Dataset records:
_ _ _

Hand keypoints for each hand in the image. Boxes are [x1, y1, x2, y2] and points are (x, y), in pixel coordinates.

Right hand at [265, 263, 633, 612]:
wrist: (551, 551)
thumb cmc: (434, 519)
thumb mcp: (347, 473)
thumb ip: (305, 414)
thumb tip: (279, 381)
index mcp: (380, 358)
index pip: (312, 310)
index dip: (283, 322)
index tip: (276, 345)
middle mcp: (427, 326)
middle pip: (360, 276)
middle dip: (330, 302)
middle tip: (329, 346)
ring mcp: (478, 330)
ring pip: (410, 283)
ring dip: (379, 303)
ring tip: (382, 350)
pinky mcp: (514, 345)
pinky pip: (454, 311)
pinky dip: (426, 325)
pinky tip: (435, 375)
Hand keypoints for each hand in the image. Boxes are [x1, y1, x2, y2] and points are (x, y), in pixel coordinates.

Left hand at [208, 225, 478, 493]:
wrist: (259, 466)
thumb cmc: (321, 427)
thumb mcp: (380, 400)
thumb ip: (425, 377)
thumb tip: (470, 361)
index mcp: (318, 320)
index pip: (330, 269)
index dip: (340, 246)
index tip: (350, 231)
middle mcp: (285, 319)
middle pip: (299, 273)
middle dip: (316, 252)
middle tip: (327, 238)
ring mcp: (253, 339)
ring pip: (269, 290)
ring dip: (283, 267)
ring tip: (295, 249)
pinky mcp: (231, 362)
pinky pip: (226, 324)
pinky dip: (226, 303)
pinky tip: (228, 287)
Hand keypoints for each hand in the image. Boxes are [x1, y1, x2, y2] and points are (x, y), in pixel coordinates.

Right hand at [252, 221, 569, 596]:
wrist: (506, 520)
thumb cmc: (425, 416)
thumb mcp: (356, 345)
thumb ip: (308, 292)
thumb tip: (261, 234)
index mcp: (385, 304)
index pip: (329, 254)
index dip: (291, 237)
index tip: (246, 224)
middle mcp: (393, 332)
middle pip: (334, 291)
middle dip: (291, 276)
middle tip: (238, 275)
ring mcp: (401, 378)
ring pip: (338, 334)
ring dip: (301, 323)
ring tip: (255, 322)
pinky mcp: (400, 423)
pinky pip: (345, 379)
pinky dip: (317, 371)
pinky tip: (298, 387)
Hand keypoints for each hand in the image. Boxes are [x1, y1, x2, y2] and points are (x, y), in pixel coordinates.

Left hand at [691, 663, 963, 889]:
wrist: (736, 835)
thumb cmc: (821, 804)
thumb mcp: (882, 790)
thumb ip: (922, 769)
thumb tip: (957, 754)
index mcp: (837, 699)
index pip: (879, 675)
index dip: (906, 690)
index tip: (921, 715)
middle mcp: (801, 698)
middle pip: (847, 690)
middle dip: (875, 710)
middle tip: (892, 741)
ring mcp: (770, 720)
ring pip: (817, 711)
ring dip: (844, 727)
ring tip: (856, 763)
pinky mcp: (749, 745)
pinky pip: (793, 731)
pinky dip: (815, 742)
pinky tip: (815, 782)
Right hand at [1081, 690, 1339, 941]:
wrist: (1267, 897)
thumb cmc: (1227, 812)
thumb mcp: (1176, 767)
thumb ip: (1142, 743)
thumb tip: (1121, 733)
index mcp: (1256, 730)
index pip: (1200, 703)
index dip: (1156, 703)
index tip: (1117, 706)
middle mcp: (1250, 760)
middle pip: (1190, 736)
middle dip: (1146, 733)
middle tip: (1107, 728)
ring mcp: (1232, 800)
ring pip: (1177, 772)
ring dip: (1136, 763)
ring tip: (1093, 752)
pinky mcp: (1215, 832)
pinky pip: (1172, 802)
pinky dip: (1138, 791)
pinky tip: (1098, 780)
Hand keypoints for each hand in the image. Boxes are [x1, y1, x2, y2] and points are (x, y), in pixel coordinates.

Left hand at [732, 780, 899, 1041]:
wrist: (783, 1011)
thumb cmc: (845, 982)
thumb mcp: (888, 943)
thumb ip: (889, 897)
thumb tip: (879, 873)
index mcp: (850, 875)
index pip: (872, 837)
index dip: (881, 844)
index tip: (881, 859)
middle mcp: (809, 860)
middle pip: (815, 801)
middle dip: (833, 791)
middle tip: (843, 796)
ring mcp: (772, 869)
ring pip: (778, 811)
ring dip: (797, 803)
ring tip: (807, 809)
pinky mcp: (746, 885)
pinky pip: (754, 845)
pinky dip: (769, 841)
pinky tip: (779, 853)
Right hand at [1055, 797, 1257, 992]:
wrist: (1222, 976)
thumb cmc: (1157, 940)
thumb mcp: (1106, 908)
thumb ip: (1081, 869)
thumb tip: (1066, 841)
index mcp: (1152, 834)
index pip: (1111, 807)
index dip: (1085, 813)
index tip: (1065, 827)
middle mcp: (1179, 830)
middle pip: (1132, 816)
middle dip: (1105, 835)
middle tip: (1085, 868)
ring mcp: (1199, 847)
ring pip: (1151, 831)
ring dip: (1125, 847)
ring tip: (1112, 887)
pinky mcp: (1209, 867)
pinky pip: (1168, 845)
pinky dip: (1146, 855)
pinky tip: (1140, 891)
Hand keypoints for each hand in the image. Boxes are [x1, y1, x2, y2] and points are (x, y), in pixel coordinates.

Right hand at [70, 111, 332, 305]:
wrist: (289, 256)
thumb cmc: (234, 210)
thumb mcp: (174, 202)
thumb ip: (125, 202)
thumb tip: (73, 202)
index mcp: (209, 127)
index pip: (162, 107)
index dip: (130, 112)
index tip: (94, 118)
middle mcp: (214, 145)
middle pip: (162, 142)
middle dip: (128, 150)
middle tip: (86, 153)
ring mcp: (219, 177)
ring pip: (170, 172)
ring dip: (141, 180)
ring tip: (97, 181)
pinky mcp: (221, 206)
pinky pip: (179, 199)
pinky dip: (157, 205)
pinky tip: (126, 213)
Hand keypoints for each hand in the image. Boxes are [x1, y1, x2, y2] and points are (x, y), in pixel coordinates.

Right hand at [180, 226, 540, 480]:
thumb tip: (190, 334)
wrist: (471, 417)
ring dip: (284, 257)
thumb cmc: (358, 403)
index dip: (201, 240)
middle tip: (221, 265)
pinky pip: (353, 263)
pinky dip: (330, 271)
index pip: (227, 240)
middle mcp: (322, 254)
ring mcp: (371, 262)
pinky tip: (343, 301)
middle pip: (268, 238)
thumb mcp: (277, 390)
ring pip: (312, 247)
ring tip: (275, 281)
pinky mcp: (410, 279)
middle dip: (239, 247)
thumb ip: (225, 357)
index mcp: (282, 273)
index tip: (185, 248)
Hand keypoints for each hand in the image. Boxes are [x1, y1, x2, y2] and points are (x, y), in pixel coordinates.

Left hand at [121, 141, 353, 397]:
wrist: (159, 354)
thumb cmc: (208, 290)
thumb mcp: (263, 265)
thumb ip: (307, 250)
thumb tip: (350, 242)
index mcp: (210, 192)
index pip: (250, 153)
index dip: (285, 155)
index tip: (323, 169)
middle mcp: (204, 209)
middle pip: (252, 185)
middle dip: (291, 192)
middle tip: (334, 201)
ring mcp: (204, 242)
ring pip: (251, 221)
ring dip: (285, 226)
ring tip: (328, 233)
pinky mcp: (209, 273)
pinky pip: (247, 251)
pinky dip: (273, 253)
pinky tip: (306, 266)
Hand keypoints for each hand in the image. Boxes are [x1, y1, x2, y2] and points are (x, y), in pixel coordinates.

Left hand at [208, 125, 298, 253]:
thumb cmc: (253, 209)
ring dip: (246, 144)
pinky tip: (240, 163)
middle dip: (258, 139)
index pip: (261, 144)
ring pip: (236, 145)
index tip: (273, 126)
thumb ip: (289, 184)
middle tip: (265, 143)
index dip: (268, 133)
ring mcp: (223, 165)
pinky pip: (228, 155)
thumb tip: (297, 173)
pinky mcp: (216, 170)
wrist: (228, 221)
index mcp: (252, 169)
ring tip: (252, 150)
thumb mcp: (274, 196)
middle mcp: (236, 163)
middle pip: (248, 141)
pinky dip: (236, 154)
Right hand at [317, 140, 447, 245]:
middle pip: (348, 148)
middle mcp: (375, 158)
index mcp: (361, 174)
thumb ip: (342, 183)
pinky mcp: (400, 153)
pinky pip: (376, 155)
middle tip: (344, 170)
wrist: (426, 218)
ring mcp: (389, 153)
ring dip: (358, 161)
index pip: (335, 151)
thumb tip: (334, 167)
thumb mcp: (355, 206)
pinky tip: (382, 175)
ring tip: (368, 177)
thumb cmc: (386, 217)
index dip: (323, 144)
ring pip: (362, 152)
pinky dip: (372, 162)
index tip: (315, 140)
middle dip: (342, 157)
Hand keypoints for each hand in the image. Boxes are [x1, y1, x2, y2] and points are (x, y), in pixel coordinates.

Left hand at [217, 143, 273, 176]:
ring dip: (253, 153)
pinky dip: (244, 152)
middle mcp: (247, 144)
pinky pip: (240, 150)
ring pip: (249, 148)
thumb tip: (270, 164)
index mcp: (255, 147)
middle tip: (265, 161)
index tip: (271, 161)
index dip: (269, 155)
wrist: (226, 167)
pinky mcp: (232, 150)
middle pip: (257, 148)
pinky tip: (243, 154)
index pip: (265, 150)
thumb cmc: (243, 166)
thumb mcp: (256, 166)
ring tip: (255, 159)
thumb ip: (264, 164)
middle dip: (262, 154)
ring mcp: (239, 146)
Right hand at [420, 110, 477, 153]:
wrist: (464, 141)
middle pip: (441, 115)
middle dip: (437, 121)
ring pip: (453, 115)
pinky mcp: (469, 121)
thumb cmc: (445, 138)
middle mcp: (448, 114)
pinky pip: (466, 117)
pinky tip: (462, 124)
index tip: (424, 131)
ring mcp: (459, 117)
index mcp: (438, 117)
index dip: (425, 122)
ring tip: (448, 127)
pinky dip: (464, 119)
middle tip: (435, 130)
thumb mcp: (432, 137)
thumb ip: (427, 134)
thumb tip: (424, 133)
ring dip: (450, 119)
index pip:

_ _ _

- **What you are asked to do**
I need every line of the data that has the word "Right"; please list them.

- **Exercise output**
Right hand at [265, 263, 633, 612]:
Right hand at [252, 221, 569, 596]:
Right hand at [1081, 690, 1339, 941]:
Right hand at [1055, 797, 1257, 992]:
Right hand at [70, 111, 332, 305]:
Right hand at [180, 226, 540, 480]:
Right hand at [317, 140, 447, 245]:
Right hand at [420, 110, 477, 153]:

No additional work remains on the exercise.